== Segment start ==

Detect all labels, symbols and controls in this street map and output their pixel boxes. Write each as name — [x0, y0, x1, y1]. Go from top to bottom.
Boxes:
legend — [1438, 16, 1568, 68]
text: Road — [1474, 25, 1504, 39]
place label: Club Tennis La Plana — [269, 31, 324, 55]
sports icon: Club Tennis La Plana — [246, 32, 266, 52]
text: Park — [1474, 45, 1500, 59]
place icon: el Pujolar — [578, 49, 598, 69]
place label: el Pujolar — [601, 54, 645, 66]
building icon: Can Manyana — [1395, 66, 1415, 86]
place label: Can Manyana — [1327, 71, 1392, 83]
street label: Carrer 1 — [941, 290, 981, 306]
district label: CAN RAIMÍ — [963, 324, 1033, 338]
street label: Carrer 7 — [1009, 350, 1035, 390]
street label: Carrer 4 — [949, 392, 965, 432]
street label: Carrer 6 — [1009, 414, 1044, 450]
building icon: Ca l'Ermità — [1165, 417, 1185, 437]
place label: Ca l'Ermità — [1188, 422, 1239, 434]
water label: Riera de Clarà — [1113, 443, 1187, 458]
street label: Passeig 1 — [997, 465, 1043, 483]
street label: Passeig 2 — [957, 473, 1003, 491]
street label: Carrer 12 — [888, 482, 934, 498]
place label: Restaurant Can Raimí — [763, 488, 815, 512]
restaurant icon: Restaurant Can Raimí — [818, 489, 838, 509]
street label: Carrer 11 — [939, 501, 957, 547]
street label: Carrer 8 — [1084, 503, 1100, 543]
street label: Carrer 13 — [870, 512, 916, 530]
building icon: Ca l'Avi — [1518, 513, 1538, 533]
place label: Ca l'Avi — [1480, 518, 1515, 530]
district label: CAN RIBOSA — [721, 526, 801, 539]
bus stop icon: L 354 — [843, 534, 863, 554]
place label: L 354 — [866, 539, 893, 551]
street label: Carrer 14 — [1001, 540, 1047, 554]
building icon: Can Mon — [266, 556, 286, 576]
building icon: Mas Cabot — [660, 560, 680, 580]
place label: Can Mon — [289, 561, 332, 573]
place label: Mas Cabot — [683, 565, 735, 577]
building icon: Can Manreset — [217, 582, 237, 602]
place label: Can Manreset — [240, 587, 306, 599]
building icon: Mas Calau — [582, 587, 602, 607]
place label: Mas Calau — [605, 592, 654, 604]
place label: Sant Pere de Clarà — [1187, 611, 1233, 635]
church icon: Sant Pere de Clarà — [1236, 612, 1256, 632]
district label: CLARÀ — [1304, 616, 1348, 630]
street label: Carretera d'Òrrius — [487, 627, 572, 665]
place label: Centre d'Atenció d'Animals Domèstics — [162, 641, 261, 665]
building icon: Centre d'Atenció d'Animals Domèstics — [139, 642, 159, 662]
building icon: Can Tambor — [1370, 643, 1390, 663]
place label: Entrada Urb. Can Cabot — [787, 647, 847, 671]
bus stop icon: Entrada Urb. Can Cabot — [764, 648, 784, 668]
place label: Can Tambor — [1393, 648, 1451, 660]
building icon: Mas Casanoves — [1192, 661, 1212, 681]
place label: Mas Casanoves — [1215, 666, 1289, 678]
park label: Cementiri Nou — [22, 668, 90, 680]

== Segment end ==

Copy out every line of the material above that mentions the word "text".

text: Road — [1474, 25, 1504, 39]
text: Park — [1474, 45, 1500, 59]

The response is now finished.